Work to be completed: The entries that follow should come back exactly, with no pictures among them.

[Opening Supplied entries section]

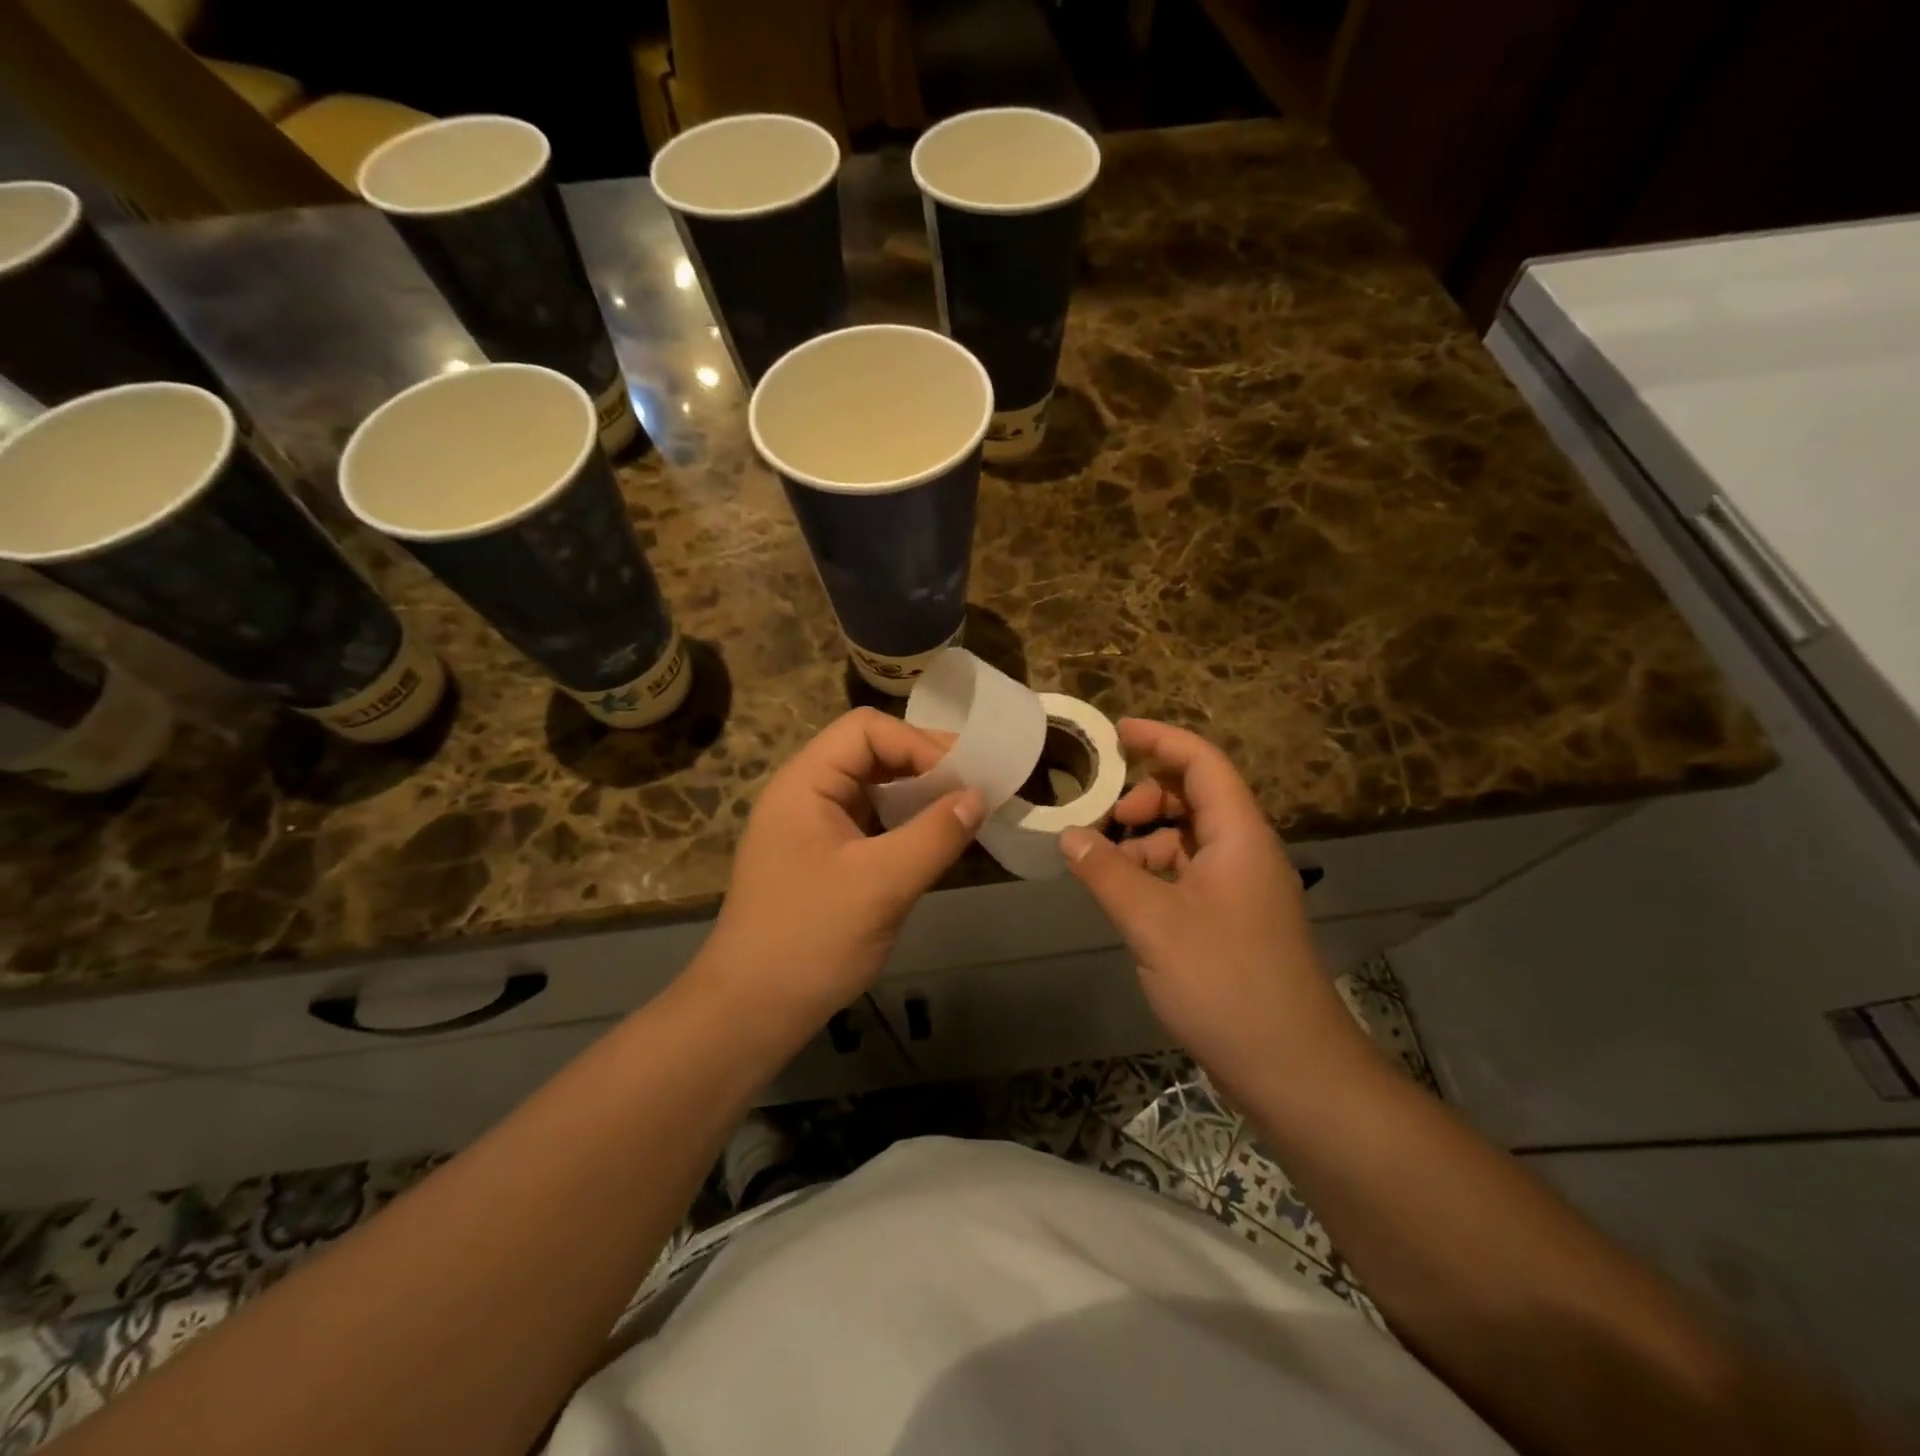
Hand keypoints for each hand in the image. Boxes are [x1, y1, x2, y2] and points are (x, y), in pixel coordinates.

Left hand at [700, 708, 984, 1023]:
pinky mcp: (826, 859)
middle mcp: (807, 794)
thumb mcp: (880, 884)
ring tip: (965, 812)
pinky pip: (873, 824)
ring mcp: (815, 828)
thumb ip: (934, 835)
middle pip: (872, 753)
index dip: (918, 744)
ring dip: (920, 795)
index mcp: (805, 783)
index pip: (867, 730)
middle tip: (977, 789)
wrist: (751, 1012)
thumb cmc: (809, 940)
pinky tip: (937, 842)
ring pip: (875, 789)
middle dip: (925, 766)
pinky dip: (907, 824)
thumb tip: (980, 796)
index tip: (964, 779)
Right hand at [1058, 720, 1366, 1094]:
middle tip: (1103, 820)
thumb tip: (1068, 836)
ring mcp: (1241, 888)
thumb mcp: (1153, 923)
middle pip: (1194, 797)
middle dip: (1144, 798)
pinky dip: (1155, 872)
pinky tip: (1125, 897)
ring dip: (1146, 839)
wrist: (1291, 1067)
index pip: (1202, 763)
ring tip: (1103, 864)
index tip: (1116, 732)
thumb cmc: (1225, 982)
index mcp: (1238, 836)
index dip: (1161, 739)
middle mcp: (1244, 851)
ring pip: (1188, 838)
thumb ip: (1107, 873)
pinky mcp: (1233, 920)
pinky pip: (1189, 873)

[Closing Supplied entries section]

The completed task:
Hand keypoints for each hand in the image. Boxes are [x1, y1, x2, y2] and points are (x, y), in pixel coordinates.

Left hand at [700, 708, 984, 1023]:
pinky mcp: (826, 859)
middle mcp: (807, 794)
thumb mcp: (880, 884)
ring tip: (965, 812)
pinky pip: (873, 824)
ring mcp: (815, 828)
thumb ip: (934, 835)
middle pip: (872, 753)
index dip: (918, 744)
ring dip: (920, 795)
index mcp: (805, 783)
index pip: (867, 730)
middle tip: (977, 789)
wrist: (751, 1012)
thumb cmc: (809, 940)
pinky tip: (937, 842)
ring pip: (875, 789)
middle dip: (925, 766)
pinky dip: (907, 824)
thumb tip: (980, 796)
index tip: (964, 779)
Right hand at [1058, 720, 1366, 1094]:
middle tip: (1103, 820)
thumb tip: (1068, 836)
ring mcp: (1241, 888)
thumb mcp: (1153, 923)
middle pip: (1194, 797)
middle dip: (1144, 798)
pinky dip: (1155, 872)
pinky tip: (1125, 897)
ring dip: (1146, 839)
wrist: (1291, 1067)
index pip: (1202, 763)
ring tip: (1103, 864)
index tip: (1116, 732)
thumb cmc: (1225, 982)
index mcp: (1238, 836)
index dip: (1161, 739)
middle mcp: (1244, 851)
ring pip: (1188, 838)
thumb ip: (1107, 873)
pinky mcp: (1233, 920)
pinky pip: (1189, 873)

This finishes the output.